* Provided data
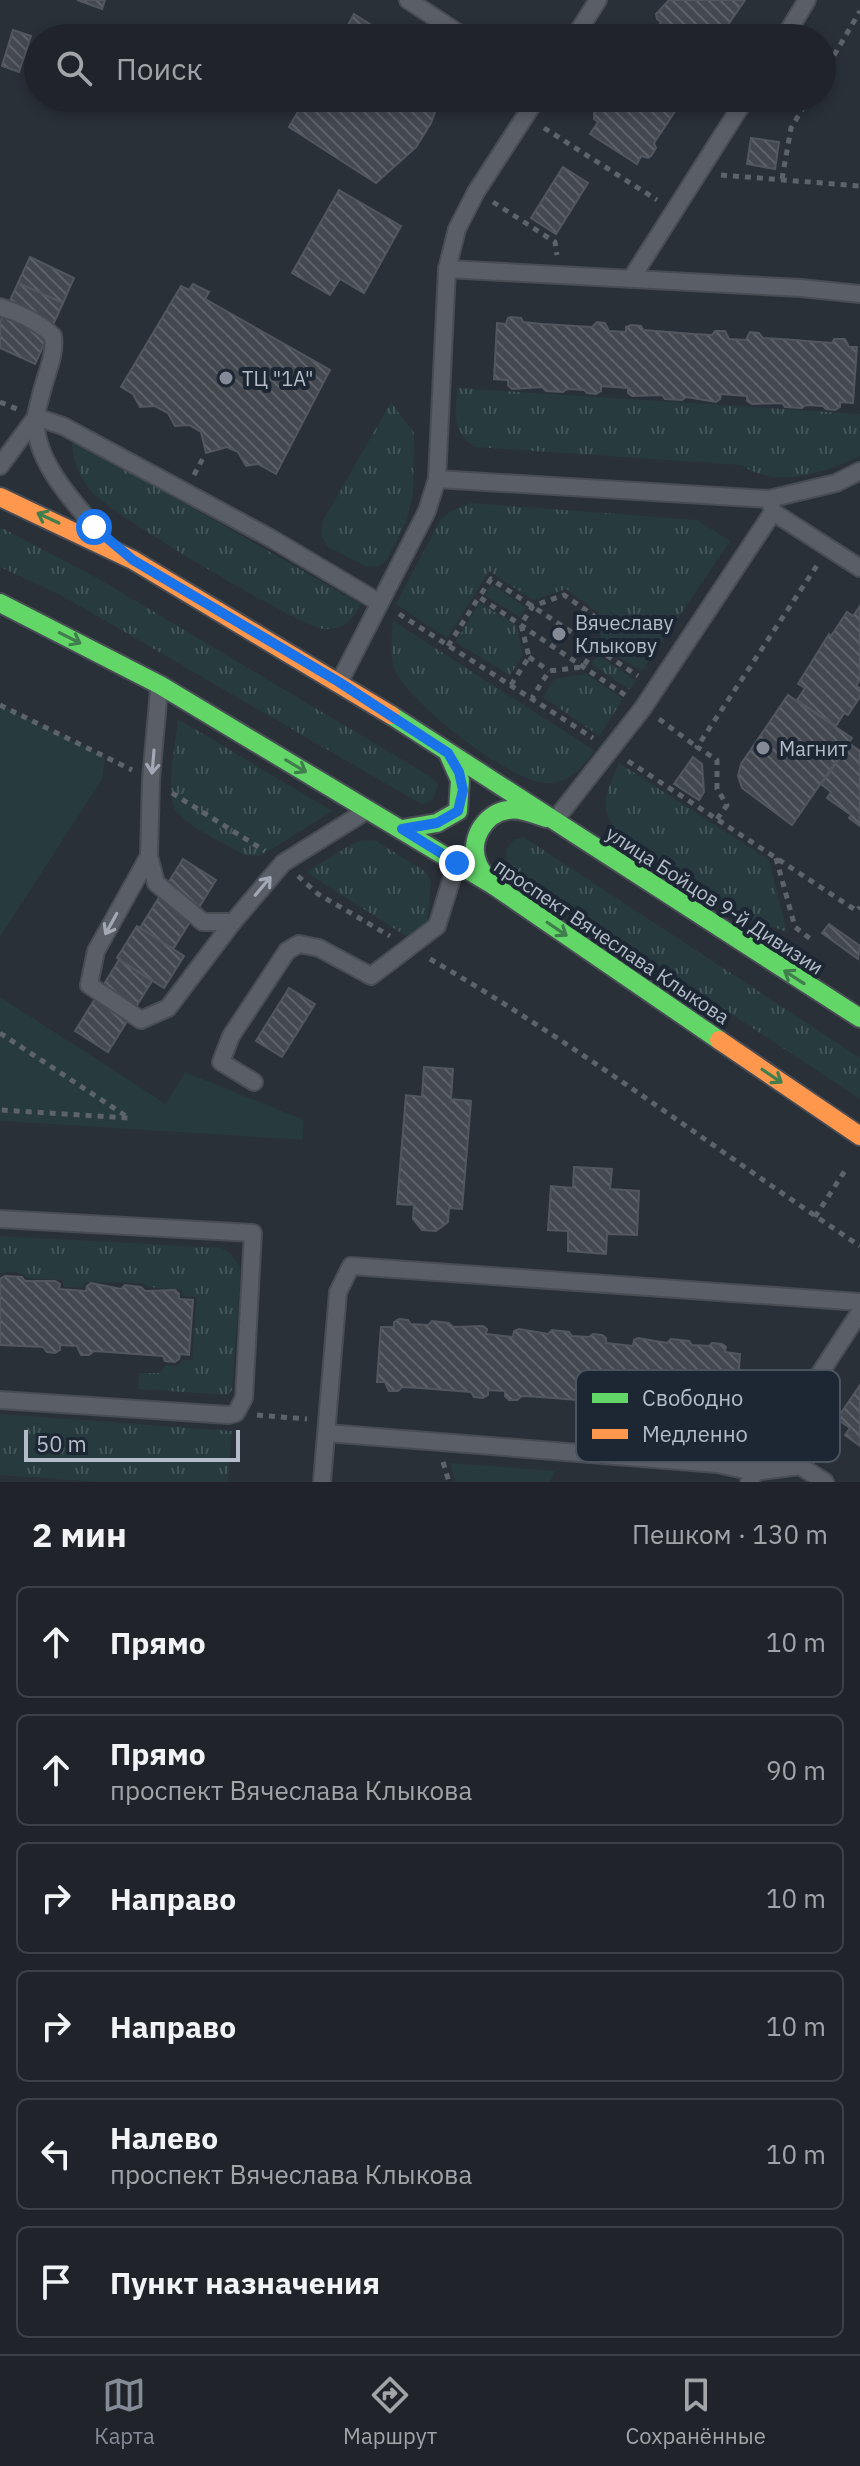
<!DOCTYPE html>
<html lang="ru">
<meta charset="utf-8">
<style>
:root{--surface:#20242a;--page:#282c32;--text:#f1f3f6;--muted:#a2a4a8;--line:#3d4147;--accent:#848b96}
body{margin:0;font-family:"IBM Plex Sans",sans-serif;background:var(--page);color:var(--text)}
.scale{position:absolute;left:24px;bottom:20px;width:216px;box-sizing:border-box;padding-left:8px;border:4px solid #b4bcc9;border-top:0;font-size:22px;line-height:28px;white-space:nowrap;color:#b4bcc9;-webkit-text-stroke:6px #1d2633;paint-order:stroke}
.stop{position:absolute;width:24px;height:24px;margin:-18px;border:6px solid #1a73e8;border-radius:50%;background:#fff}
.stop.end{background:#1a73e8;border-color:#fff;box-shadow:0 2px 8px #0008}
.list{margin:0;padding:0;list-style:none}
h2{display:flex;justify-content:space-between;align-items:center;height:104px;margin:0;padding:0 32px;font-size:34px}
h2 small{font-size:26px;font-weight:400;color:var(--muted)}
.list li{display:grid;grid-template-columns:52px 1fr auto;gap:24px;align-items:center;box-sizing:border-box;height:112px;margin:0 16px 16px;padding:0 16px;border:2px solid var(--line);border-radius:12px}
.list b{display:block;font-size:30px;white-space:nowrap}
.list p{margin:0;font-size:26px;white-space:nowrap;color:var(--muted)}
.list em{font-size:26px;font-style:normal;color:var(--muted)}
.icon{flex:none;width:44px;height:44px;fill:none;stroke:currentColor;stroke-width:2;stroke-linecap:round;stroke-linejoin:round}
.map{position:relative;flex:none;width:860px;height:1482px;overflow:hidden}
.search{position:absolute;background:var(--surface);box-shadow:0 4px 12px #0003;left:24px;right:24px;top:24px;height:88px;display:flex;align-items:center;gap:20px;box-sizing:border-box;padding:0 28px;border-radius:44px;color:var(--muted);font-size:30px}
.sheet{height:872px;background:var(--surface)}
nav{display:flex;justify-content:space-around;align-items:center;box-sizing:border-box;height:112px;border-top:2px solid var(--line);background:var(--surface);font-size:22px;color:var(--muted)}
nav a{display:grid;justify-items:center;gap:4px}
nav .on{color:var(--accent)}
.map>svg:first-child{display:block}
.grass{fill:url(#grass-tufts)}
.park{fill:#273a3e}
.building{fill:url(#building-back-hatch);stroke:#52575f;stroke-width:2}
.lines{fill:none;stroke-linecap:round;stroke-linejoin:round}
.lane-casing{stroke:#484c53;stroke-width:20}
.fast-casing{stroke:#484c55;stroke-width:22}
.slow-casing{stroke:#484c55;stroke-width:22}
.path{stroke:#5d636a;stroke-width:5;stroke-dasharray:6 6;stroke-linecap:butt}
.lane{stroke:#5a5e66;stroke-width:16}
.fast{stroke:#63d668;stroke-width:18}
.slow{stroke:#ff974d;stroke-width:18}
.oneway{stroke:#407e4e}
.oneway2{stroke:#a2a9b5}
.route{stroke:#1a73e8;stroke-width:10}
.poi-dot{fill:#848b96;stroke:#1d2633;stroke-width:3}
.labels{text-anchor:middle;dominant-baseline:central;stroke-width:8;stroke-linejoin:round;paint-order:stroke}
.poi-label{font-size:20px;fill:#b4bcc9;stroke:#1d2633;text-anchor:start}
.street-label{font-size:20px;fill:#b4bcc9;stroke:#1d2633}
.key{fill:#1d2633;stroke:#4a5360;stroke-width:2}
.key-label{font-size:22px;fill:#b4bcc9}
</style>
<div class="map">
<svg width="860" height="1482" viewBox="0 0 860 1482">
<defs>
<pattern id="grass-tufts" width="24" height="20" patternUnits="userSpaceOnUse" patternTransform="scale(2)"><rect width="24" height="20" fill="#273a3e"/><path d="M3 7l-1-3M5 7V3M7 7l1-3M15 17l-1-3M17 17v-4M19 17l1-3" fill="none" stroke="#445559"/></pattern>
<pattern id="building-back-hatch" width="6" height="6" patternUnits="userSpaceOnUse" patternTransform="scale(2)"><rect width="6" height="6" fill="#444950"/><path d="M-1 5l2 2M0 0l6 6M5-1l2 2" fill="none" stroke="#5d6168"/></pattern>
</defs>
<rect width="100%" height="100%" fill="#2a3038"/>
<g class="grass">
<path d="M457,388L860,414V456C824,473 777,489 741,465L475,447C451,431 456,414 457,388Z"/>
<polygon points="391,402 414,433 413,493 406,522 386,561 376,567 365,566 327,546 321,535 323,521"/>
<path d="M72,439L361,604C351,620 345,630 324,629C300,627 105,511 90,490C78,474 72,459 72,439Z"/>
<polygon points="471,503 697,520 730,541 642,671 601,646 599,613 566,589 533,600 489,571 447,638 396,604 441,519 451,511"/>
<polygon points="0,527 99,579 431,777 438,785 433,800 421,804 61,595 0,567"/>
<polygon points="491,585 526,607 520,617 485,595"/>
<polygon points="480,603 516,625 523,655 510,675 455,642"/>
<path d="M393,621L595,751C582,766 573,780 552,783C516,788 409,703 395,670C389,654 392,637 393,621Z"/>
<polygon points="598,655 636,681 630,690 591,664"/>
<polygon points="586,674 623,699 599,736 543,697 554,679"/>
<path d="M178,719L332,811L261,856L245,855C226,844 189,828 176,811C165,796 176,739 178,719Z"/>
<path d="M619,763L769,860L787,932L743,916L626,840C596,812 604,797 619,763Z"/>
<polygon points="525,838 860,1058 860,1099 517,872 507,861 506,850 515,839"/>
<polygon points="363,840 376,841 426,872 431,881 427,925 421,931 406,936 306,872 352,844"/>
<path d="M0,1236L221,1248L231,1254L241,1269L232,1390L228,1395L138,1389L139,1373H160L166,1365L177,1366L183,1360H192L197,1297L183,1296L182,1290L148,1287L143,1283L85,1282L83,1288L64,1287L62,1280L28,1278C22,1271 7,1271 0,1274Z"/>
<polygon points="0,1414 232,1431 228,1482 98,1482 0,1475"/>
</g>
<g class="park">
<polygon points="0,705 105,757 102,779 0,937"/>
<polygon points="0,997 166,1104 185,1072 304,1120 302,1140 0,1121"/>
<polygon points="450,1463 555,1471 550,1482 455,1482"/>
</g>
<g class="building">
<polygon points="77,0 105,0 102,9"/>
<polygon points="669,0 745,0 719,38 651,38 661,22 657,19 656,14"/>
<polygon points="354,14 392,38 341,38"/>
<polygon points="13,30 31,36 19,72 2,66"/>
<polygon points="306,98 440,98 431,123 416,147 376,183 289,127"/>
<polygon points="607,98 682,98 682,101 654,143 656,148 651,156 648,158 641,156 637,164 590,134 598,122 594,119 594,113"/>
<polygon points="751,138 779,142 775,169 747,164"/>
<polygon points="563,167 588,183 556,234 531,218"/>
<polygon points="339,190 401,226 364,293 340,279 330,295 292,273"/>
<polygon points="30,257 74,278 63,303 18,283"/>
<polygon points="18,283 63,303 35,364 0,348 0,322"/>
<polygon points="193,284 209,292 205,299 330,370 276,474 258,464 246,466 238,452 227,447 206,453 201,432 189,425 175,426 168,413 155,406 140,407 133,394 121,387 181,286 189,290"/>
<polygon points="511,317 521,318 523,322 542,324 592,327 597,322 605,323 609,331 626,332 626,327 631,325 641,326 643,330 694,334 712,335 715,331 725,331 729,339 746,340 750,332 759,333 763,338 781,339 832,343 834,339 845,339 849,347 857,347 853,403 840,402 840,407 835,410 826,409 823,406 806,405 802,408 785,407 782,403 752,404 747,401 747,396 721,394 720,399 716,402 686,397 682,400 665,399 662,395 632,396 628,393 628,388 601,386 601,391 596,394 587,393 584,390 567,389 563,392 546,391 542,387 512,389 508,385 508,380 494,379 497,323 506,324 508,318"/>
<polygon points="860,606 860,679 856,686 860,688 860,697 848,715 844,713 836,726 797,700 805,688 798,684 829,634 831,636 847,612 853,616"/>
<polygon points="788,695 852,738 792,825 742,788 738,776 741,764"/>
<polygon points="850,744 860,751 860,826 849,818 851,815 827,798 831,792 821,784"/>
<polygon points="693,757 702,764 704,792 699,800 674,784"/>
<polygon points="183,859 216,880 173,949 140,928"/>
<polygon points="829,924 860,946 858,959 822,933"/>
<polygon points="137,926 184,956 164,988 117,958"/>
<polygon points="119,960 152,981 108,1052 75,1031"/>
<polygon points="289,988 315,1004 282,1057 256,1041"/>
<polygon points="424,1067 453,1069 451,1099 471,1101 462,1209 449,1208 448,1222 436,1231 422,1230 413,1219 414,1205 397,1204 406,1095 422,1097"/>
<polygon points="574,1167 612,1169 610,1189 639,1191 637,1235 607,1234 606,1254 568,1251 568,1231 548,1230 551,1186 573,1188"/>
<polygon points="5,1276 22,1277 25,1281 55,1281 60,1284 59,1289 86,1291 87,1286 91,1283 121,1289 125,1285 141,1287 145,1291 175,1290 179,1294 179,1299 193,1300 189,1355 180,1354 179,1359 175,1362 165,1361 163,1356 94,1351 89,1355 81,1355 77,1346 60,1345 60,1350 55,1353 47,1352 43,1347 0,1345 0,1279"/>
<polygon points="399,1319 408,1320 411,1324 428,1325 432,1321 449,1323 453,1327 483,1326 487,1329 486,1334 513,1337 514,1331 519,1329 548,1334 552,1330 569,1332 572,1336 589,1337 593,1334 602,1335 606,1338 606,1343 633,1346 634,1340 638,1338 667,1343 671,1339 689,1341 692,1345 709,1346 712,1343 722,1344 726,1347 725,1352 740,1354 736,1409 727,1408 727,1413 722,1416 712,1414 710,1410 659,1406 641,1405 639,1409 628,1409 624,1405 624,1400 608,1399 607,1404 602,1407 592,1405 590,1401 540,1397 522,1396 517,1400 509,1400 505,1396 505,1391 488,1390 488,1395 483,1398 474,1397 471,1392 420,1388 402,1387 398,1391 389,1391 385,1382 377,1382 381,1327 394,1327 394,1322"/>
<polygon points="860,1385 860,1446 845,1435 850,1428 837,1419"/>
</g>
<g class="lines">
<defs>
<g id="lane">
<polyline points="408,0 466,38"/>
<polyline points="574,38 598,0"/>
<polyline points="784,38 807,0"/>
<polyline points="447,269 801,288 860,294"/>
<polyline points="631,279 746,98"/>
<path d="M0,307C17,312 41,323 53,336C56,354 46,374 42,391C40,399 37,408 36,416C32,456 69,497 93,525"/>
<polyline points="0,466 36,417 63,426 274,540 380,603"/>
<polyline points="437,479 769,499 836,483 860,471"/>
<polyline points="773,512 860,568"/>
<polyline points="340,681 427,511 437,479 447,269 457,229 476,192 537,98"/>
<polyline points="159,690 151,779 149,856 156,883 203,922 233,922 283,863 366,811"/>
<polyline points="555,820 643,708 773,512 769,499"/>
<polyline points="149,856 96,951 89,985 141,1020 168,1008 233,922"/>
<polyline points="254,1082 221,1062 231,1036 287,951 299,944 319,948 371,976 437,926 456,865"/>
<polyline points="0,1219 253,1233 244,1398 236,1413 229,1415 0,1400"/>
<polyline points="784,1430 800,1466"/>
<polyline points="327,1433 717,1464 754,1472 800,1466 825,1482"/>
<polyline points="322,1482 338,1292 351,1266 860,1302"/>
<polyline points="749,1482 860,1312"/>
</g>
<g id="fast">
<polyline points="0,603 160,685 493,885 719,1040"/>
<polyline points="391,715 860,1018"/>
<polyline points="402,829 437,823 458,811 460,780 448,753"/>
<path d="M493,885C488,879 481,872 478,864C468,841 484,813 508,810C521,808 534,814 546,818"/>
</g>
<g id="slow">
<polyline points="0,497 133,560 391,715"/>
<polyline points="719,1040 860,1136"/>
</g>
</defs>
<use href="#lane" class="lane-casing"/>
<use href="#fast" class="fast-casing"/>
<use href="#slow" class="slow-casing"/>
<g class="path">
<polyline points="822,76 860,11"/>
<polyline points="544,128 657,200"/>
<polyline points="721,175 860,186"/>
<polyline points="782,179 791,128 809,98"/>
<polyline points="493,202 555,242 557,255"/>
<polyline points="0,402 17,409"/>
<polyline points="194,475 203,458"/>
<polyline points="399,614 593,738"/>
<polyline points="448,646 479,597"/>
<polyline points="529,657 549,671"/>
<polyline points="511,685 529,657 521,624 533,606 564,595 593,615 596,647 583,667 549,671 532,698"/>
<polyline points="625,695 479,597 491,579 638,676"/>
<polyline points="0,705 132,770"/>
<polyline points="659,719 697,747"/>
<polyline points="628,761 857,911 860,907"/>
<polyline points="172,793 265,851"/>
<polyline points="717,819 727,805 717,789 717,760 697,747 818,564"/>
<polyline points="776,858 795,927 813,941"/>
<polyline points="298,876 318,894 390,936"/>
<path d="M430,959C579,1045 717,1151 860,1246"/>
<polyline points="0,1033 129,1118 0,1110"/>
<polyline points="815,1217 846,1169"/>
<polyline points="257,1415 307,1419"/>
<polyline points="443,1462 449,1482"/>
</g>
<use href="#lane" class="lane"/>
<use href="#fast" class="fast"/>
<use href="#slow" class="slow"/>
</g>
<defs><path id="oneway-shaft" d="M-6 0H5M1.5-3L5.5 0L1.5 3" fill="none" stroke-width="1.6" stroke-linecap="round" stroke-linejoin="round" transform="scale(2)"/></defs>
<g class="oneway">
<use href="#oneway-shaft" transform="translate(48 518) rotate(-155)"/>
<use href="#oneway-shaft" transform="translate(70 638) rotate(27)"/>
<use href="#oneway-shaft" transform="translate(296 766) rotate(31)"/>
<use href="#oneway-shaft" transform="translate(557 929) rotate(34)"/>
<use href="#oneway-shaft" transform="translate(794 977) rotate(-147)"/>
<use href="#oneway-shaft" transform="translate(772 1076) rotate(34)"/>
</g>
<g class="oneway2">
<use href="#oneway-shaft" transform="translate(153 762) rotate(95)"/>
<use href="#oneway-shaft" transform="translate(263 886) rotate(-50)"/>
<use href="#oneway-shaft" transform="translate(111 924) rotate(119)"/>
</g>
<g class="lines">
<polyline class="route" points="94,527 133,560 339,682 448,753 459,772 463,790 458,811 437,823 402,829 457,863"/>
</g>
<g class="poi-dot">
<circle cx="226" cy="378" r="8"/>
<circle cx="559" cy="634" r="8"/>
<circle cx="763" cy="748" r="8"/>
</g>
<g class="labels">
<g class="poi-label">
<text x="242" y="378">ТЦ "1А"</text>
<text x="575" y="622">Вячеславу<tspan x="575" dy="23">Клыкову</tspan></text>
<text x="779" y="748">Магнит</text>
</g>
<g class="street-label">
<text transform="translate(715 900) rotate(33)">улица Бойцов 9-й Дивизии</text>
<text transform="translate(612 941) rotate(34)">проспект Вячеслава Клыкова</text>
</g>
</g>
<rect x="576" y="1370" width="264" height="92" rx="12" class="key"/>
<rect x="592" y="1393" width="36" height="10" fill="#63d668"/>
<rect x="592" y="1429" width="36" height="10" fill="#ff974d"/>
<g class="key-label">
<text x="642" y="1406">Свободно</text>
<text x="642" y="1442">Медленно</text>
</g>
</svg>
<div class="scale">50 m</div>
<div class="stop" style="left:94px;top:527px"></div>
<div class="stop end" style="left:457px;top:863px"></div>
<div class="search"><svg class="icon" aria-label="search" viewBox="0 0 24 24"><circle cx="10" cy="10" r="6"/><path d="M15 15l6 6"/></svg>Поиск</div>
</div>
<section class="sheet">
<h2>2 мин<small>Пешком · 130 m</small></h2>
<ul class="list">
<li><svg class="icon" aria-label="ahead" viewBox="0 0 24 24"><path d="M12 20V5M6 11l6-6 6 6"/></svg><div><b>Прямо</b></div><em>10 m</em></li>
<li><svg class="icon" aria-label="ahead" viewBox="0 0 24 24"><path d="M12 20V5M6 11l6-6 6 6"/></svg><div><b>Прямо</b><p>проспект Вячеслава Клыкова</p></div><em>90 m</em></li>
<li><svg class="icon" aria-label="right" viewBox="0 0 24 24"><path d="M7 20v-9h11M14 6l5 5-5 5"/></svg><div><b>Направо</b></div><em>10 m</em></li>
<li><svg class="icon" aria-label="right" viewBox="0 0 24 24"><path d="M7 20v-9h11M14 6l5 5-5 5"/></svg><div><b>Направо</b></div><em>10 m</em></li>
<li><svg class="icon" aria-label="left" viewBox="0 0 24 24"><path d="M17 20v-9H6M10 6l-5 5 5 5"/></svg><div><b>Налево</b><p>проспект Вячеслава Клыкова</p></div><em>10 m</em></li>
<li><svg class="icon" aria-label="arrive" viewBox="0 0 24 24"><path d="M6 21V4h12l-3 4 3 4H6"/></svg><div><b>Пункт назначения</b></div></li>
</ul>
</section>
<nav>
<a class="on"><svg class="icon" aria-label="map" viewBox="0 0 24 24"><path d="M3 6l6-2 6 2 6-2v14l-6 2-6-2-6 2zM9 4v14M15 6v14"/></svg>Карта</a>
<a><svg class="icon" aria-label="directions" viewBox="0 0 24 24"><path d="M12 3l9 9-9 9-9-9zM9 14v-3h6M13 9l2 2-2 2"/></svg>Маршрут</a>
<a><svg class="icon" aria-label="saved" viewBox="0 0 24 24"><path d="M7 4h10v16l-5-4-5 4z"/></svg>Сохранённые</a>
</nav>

* Task brief
Every line in the records above that holds "labels" counts once; state the total and nothing else.

* Answer to this problem
2